To show the significance of our proposed approach we have also done k-fold cross-validation using all models on the used dataset. We used 10 fold in k-fold validation and the results of 10 fold cross validation are shown in Table 18. Performance of all models is approximately similar as was in train test split testing validation but Adaboost is poorer in 10 Fold cross-validation with 0.67 mean accuracy and 0.12 standard deviation (SD). Our proposed models outperform other models in 10 fold cross validation approach also with 1.00 mean accuracy and 0.00 SD which show the significance of the proposed approach.

Table 18:
10-fold cross validation results.
Model Accuracy SD Model Accuracy SD
RF 0.99 +/−0.01 LSTM 0.99 +/−0.01
LR 0.95 +/−0.03 RNN 0.99 +/−0.03
GBM 0.99 +/−0.02 CNN 0.99 +/−0.02
ADA 0.67 +/−0.12 CNN-LSTM 0.99 +/−0.01
SVM 0.96 +/−0.04 HB 1.00 +/−0.00
DOI: 10.7717/peerj-cs.1154/table-18

Comparison with other studies

In this section, we compared our proposed approach with previous studies approaches. We select studies from the literature that have done work on stress detection and worked on hybrid models. We deployed their approaches on our used dataset to make a fair comparison. We implement previous studies’ approaches in the same environment as we deployed our approach. Then we perform the experiment on the same dataset which we used in this study for our proposed approach validation. We used study Salazar-Ramirez et al. (2018) for comparison because it also has worked on stress detection and used Gaussian SVM as a learning model. Similarly, Alberdi et al. (2018) and Lim et al. (2018) also have done work on stress detection and deployed SVM and ANN as learning models respectively. Rupapara et al. (2022) used LVTrees for blood cancer prediction.
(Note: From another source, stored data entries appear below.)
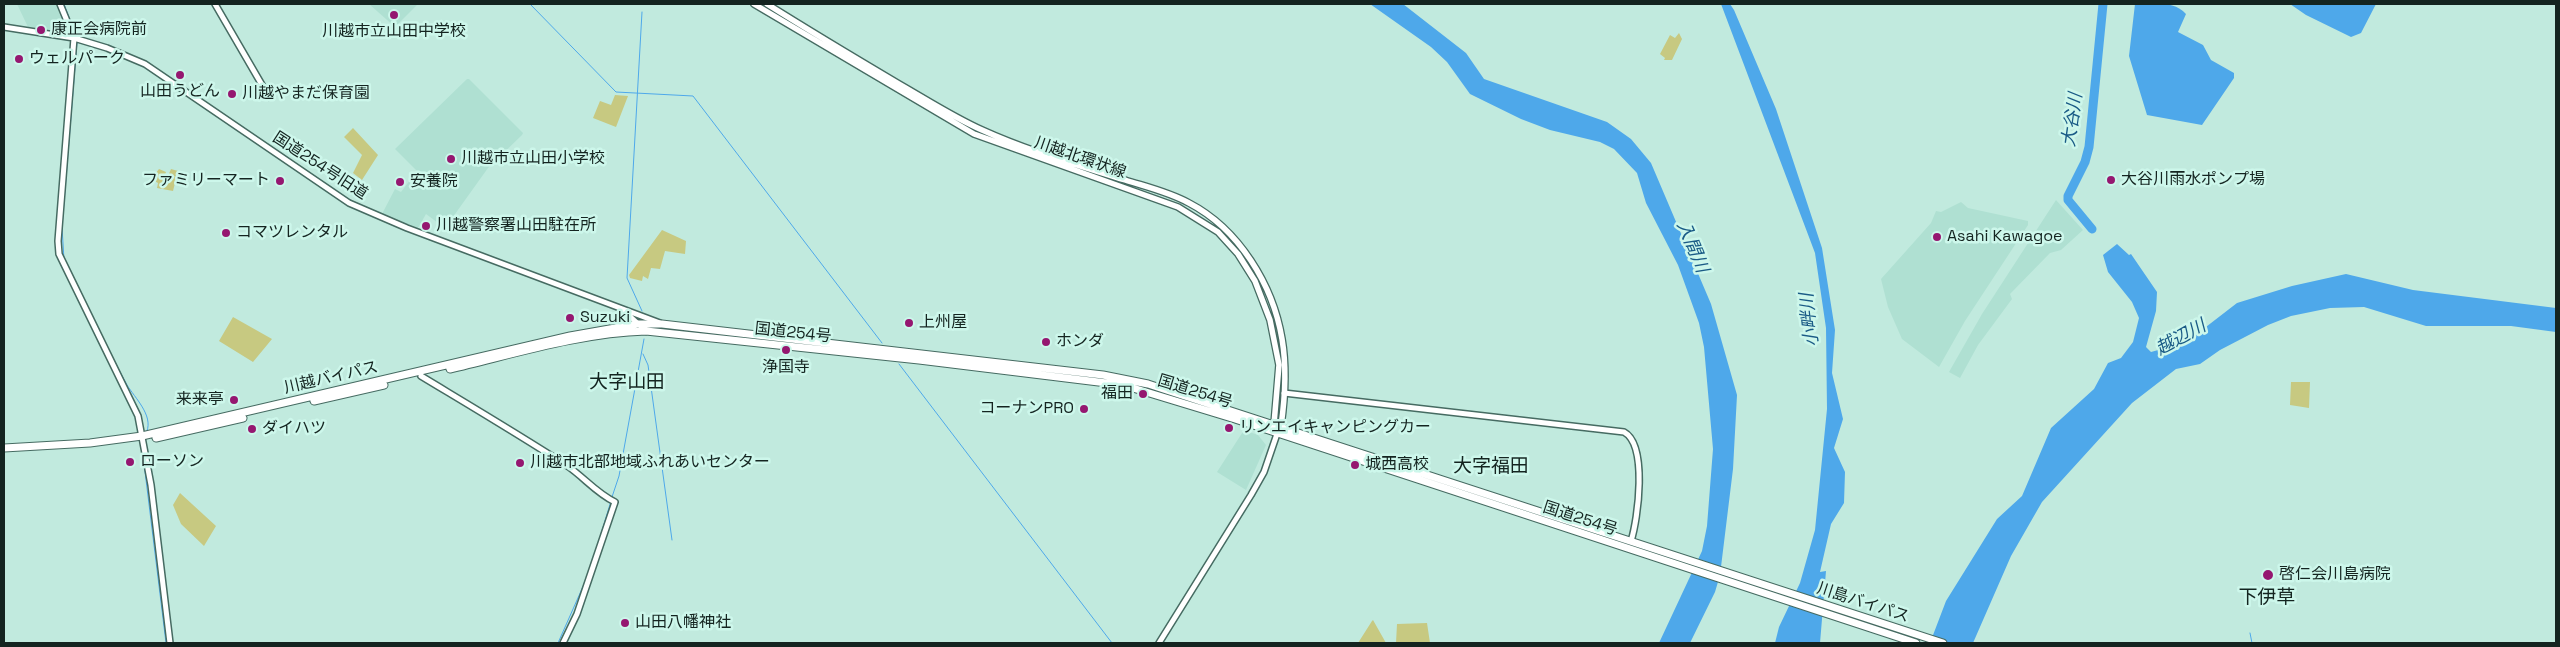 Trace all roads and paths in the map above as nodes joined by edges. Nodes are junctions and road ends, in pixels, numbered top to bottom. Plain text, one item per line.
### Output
1 (60, 4) edge
2 (215, 4) edge
3 (754, 4) edge
4 (767, 4) edge
5 (4, 28) edge
6 (74, 38) junction
7 (269, 97) dead end
8 (620, 308) junction
9 (638, 324) junction
10 (662, 324) junction
11 (616, 327) junction
12 (646, 331) junction
13 (421, 376) junction
14 (1284, 393) junction
15 (1278, 425) junction
16 (1276, 432) junction
17 (143, 438) junction
18 (4, 448) edge
19 (4, 453) edge
20 (1633, 542) junction
21 (1772, 587) joint
22 (1769, 595) joint
23 (170, 643) edge
24 (563, 643) edge
25 (1159, 643) edge
26 (1916, 643) edge
27 (1943, 643) edge

1 - 6 street
2 - 7 street
3 - 15 main road, 川越北環状線
4 - 14 main road, 川越北環状線
5 - 6 street, 国道254号旧道
6 - 8 street, 国道254号旧道
6 - 17 street
8 - 9 street
8 - 10 street, 国道254号旧道
8 - 11 street
9 - 10 highway, 川越バイパス
9 - 11 highway, 川越バイパス
9 - 12 street
10 - 15 highway, 国道254号
11 - 17 highway, 川越バイパス
12 - 13 highway, 川越バイパス
12 - 16 highway, 国道254号
13 - 17 highway, 川越バイパス
13 - 24 street
14 - 15 main road, 川越北環状線
14 - 20 street
15 - 16 street
15 - 20 highway, 国道254号
16 - 22 highway, 国道254号
16 - 25 street
17 - 18 highway, 川越バイパス
17 - 19 highway, 川越バイパス
17 - 23 street
20 - 21 highway, 国道254号
21 - 27 highway, 川島バイパス
22 - 26 highway, 川島バイパス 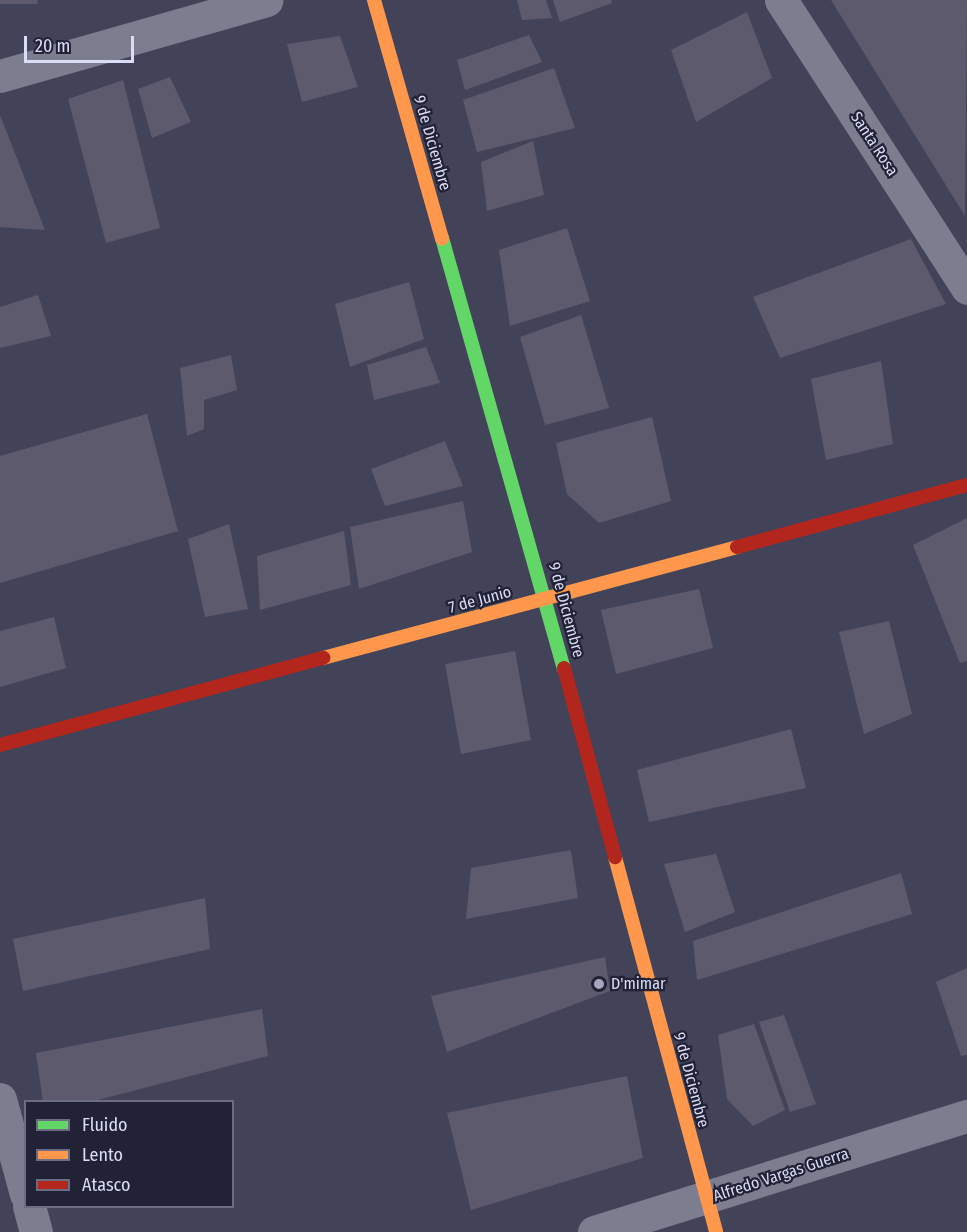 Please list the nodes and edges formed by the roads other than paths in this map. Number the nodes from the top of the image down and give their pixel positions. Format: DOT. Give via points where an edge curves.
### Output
graph roads {
  1 [pos="266,0"];
  2 [pos="374,0"];
  3 [pos="781,0"];
  4 [pos="0,76"];
  5 [pos="967,288"];
  6 [pos="967,485"];
  7 [pos="546,600"];
  8 [pos="0,745"];
  9 [pos="0,1099"];
  10 [pos="967,1116"];
  11 [pos="24,1187"];
  12 [pos="706,1199"];
  13 [pos="30,1208"];
  14 [pos="36,1232"];
  15 [pos="594,1232"];
  16 [pos="716,1232"];
  1 -- 4 [label="street"];
  2 -- 7 [label="street, 9 de Diciembre"];
  3 -- 5 [label="street, Santa Rosa"];
  6 -- 7 [label="street, 7 de Junio"];
  7 -- 8 [label="street, 7 de Junio"];
  7 -- 12 [label="street, 9 de Diciembre"];
  9 -- 11 [label="street"];
  10 -- 12 [label="street, Alfredo Vargas Guerra"];
  12 -- 15 [label="street, Alfredo Vargas Guerra"];
  12 -- 16 [label="street, 9 de Diciembre"];
  13 -- 14 [label="street"];
} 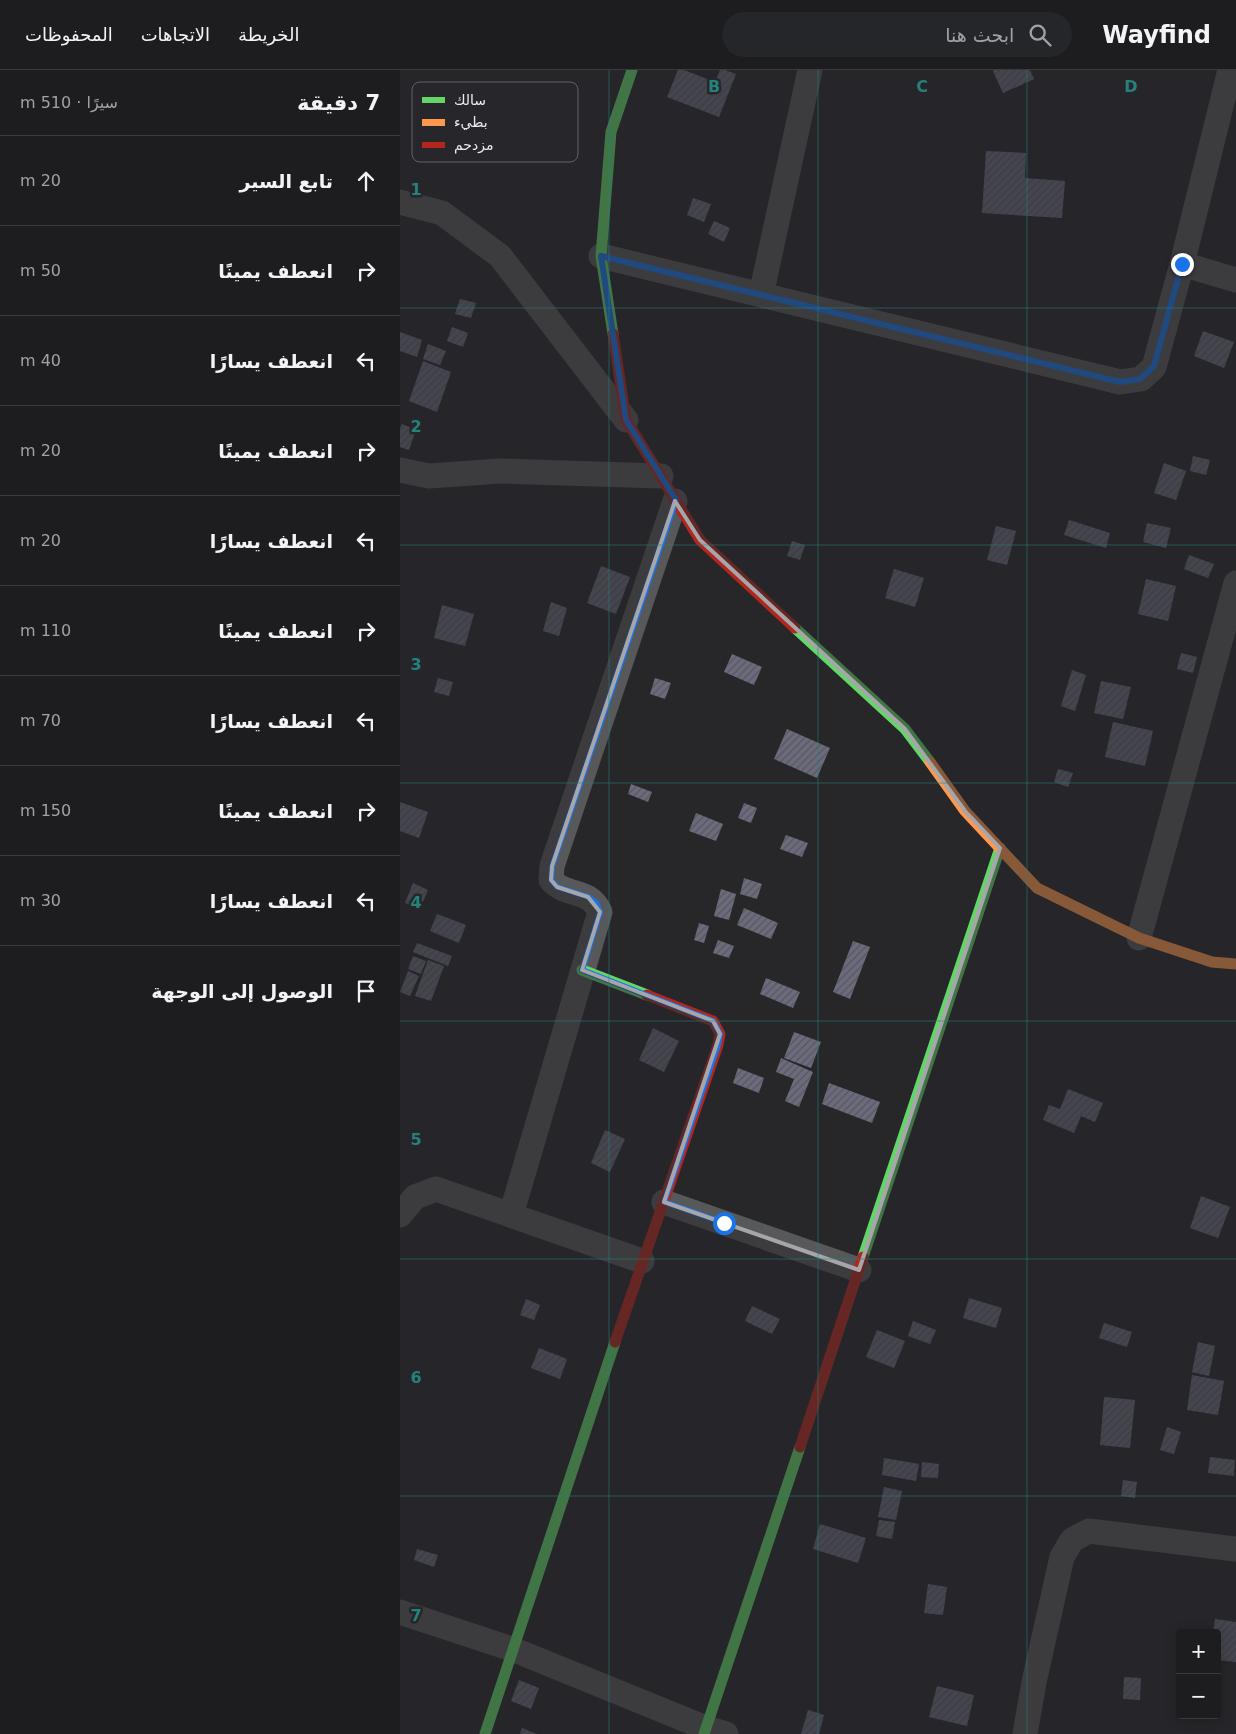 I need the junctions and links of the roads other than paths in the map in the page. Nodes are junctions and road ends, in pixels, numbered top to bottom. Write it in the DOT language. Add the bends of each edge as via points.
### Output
graph roads {
  1 [pos="632,70"];
  2 [pos="810,70"];
  3 [pos="1230,70"];
  4 [pos="400,202"];
  5 [pos="601,256"];
  6 [pos="1182,264"];
  7 [pos="1236,280"];
  8 [pos="761,295"];
  9 [pos="626,420"];
  10 [pos="400,470"];
  11 [pos="661,476"];
  12 [pos="676,500"];
  13 [pos="1236,583"];
  14 [pos="1000,848"];
  15 [pos="1139,938"];
  16 [pos="1236,964"];
  17 [pos="582,970"];
  18 [pos="664,1202"];
  19 [pos="400,1215"];
  20 [pos="511,1215"];
  21 [pos="642,1261"];
  22 [pos="859,1270"];
  23 [pos="1236,1549"];
  24 [pos="400,1612"];
  25 [pos="512,1649"];
  26 [pos="712,1732"];
  27 [pos="485,1734"];
  28 [pos="1025,1734"];
  1 -- 5 [label="street" via="611,132"];
  2 -- 8 [label="street"];
  3 -- 6 [label="street"];
  4 -- 9 [label="street" via="442,213 500,256"];
  5 -- 8 [label="street"];
  5 -- 9 [label="street"];
  6 -- 7 [label="street"];
  6 -- 8 [label="street" via="1154,366 1140,379 1120,382"];
  9 -- 11 [label="street"];
  10 -- 11 [label="street" via="429,476 500,471"];
  11 -- 12 [label="street"];
  12 -- 14 [label="street" via="700,540 905,730 965,811"];
  12 -- 17 [label="street" via="552,866 551,880 557,887 588,897 600,912"];
  13 -- 15 [label="street"];
  14 -- 15 [label="street" via="1038,888"];
  14 -- 22 [label="street"];
  15 -- 16 [label="street" via="1212,962"];
  17 -- 18 [label="street" via="713,1021 720,1034"];
  17 -- 20 [label="street"];
  18 -- 21 [label="street"];
  18 -- 22 [label="street"];
  19 -- 20 [label="street" via="415,1198 436,1189"];
  20 -- 21 [label="street"];
  21 -- 25 [label="street"];
  22 -- 26 [label="street"];
  23 -- 28 [label="street" via="1089,1531 1072,1540 1062,1556"];
  24 -- 25 [label="street"];
  25 -- 26 [label="street"];
  25 -- 27 [label="street"];
} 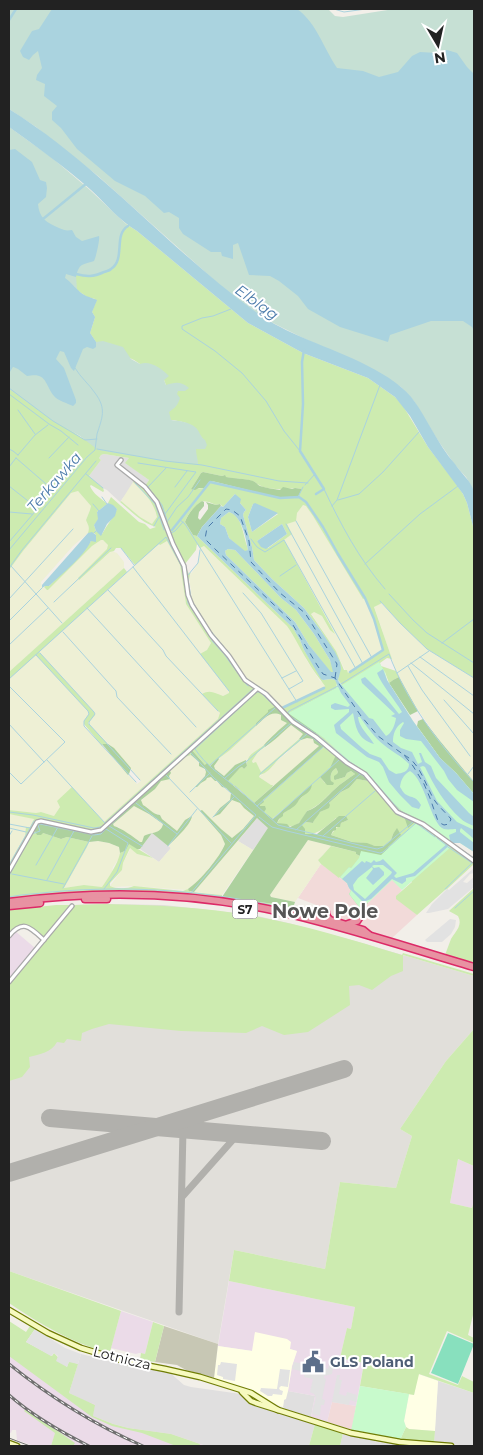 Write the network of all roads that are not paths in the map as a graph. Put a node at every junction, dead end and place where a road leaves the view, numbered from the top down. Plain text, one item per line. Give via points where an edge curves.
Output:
1 (121, 460) dead end
2 (257, 689) junction
3 (474, 861) edge
4 (9, 870) edge
5 (9, 902) edge
6 (9, 906) edge
7 (72, 906) dead end
8 (297, 916) junction
9 (316, 916) junction
10 (330, 920) junction
11 (344, 924) junction
12 (363, 930) junction
13 (9, 936) edge
14 (375, 938) junction
15 (44, 940) junction
16 (474, 967) edge
17 (474, 971) edge
18 (9, 982) edge
19 (9, 1310) edge
20 (241, 1391) junction
21 (278, 1410) junction
22 (9, 1443) edge
23 (399, 1444) edge
24 (17, 1446) edge
25 (451, 1446) edge

1 - 2 street via 117,465 145,487 159,504 184,566 188,597 194,610 243,678
2 - 3 street via 294,722 365,774 397,812 420,822
2 - 4 street via 101,830 94,832 37,822
5 - 8 highway, S7 via 79,895 150,895 238,904
6 - 17 highway, S7 via 115,898 166,900 256,911
7 - 15 street
8 - 9 highway
8 - 14 highway, S7
9 - 10 highway
9 - 10 highway via 325,912
10 - 11 highway
11 - 12 highway
11 - 12 highway via 363,917
12 - 14 highway
13 - 15 street via 17,927 23,926
14 - 16 highway, S7
15 - 18 street
19 - 20 street, Lotnicza via 48,1333 87,1350 182,1372
20 - 21 street, Lotnicza
20 - 21 street, Lotnicza via 251,1401
21 - 23 street
22 - 24 street
23 - 25 street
They combined LR, SVM, ETC for better results and we deploy this model on our used dataset. The comparison with other studies methods shown in Table 19.

Table 19:
Comparison with other studies.
Ref. Model Accuracy Precision Recall F1 score
Salazar-Ramirez et al. (2018) Gaussian SVM 0.94 0.94 0.94 0.94
Alberdi et al. (2018) SVM 0.95 0.94 0.95 0.94
Lim et al. (2018) ANN 0.98 0.98 0.98 0.98
Rupapara et al. (2022) LVTrees 0.97 0.97 0.97 0.97
This study HB 1.00 1.00 1.00 1.00
DOI: 10.7717/peerj-cs.1154/table-19

Proposed approach results using another dataset

We experimented with another dataset to show the significance of the proposed approach. We used the “Human Stress Detection” dataset available on the public data repository, Kaggle (Rachakonda, 2022). This dataset consists of physiological features such as “Humidity, Temperature, Step count” and three target classes low stress (0), normal stress (1), and high stress (2). The dataset contains the total 2,001 samples and the ratio for each target class in the dataset is shown in Fig. 8.

Human stress detection dataset target ratio.

Figure 8: Human stress detection dataset target ratio.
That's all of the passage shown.